## Classification with Naive Bayes Classifier for Hong Kong Horse Racing
This is a differnt differnt model but do the same task as [my another notebook with Deep Neural Network](https://www.kaggle.com/cullensun/deep-learning-model-for-horse-racing). Naive Bayes Classifer is based on statistical classification. Let's see if it's better.

## Import packages

In [None]:
import pandas as pd
import numpy as np
import sklearn.preprocessing as preprocessing
from sklearn.model_selection import cross_val_score
from sklearn.naive_bayes import MultinomialNB
from sklearn.feature_selection import SelectKBest
from sklearn.feature_selection import chi2

## Read inputs
Here, I am going to select some features that I think useful. I will also join runs.csv and races.csv because they are related and each includes some features for the classification.

In [None]:
races = pd.read_csv(r"../input/hkracing/races.csv", delimiter=",", header=0, index_col='race_id')
races_data = races[['venue', 'race_no', 'config', 'surface', 'distance', 'going', 'horse_ratings', 'race_class']]
runs = pd.read_csv(r"../input/hkracing/runs.csv", delimiter=",", header=0)
runs_data = runs[['race_id', 'result', 'won', 'horse_age', 'horse_country', 'horse_type', 'horse_rating',
                  'declared_weight', 'actual_weight', 'draw', 'win_odds']] 
data = runs_data.join(races_data, on='race_id')
# drop race_id after join because it's not a feature
data = data.drop(columns=['race_id'])
print(data.head())

## Data prepocessing
- Drop rows with NaN
- Use different encoders for ordinal and nomimal columns.


In [None]:
# remove rows with NaN
print(data[data.isnull().any(axis=1)])
print('data shape before drop NaN rows', data.shape)
data.dropna(inplace=True)
data.reset_index(drop=True, inplace=True)
print('data shape after drop NaN rows', data.shape)
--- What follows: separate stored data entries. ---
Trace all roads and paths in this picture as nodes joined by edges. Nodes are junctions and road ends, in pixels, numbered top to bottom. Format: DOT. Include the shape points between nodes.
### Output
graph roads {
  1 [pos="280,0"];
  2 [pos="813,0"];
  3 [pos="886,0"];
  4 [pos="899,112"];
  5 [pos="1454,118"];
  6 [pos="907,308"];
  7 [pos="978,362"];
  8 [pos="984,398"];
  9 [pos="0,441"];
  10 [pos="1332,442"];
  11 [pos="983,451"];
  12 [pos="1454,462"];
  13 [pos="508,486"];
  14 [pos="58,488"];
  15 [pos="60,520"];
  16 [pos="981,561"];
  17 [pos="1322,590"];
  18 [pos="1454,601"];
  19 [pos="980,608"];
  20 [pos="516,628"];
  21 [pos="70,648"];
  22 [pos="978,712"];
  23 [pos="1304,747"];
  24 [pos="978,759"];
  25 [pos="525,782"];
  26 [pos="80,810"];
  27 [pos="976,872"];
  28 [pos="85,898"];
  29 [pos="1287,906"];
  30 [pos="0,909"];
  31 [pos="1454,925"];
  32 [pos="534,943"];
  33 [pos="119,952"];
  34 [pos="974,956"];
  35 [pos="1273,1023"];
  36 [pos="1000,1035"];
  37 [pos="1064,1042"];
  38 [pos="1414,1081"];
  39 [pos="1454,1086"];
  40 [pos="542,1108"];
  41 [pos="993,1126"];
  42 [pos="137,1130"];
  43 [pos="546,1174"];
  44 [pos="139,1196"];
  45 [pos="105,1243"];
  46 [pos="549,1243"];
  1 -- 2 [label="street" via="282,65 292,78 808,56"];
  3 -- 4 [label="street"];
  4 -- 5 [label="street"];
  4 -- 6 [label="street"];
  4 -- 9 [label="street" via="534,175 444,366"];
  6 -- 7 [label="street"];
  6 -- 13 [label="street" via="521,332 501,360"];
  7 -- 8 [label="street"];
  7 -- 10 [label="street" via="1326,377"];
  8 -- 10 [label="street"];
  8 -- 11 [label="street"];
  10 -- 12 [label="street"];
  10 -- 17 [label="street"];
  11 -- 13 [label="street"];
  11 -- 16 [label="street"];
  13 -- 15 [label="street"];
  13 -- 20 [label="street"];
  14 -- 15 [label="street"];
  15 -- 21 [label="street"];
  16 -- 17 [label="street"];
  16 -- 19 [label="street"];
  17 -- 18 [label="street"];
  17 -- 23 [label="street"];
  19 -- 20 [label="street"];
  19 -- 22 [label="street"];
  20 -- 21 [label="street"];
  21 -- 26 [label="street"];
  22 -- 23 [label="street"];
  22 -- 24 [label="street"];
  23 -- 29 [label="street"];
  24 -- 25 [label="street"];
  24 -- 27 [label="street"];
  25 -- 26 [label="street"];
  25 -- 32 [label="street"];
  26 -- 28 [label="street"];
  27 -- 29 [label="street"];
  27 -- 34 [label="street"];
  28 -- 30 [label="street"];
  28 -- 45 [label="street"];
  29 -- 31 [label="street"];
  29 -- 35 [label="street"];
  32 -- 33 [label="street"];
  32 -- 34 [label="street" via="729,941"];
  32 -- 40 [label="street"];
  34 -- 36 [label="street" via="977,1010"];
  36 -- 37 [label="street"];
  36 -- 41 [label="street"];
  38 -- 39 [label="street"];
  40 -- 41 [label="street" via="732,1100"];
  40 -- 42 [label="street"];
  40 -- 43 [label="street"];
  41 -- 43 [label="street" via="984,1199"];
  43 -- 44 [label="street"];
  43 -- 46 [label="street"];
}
# encode ordinal columns: config, going, horse_ratings
encoder = preprocessing.OrdinalEncoder()
data['config'] = encoder.fit_transform(data['config'].values.reshape(-1, 1))
data['going'] = encoder.fit_transform(data['going'].values.reshape(-1, 1))
data['horse_ratings'] = encoder.fit_transform(data['horse_ratings'].values.reshape(-1, 1))

# encode labels
lb_encoder = preprocessing.LabelEncoder()
data['horse_country'] = lb_encoder.fit_transform(data['horse_country'])
data['horse_type'] = lb_encoder.fit_transform(data['horse_type'])
data['venue'] = lb_encoder.fit_transform(data['venue'])

print(data.dtypes)
print(data.head())

## Feature selection
Feature selection is so important. When I tried to reduce/add some columns for fitting, I found that dropping some feature will cause big change to the performance. Then I found this [article](https://towardsdatascience.com/feature-selection-techniques-in-machine-learning-with-python-f24e7da3f36e) and learned to find best features. To my surprise, win_odds is such an important feature. 

After found the important features, I simply use them as fitting data.

In [None]:
# feature selection
# result and won are outputs, the rest are inputs
X = data.drop(columns=['result', 'won'])
y = data['won']

# apply SelectKBest class to extract top 10 best features
best_features = SelectKBest(score_func=chi2, k=10)
fit = best_features.fit(X, y)
df_scores = pd.DataFrame(fit.scores_)
df_columns = pd.DataFrame(X.columns)
# concat two dataframes for better visualization 
feature_scores = pd.concat([df_columns, df_scores], axis=1)
feature_scores.columns = ['features', 'score']  
print(feature_scores.nlargest(10, 'score')) 

# choose the top 10 features only
X = data[['win_odds', 'draw', 'declared_weight', 'actual_weight', 'horse_rating', 
          'horse_country', 'venue', 'race_no', 'horse_ratings', 'race_class']]

## Fitting with Naive Bayes Classifier 
Here, I use kFold cross validation, and calculate the precision. Luckily, it's just 3 lines of code with help of sklearn packages.

In [None]:
mnb = MultinomialNB()
scores = cross_val_score(mnb, X, y, cv=10, scoring='precision')
average_precision = sum(scores) / len(scores) 
print(f'MultinomialNB average precision: {average_precision}')

## Conclusion 

I chose `precision` as an evaluation parameter because it's our interest to bet on win.

$ precision = \frac{TP}{TP + FP} $

If `precision = 0.1`, it means we make bet for winning horse 10 times and only once is correct. Generally speaking, the model generalize poorly.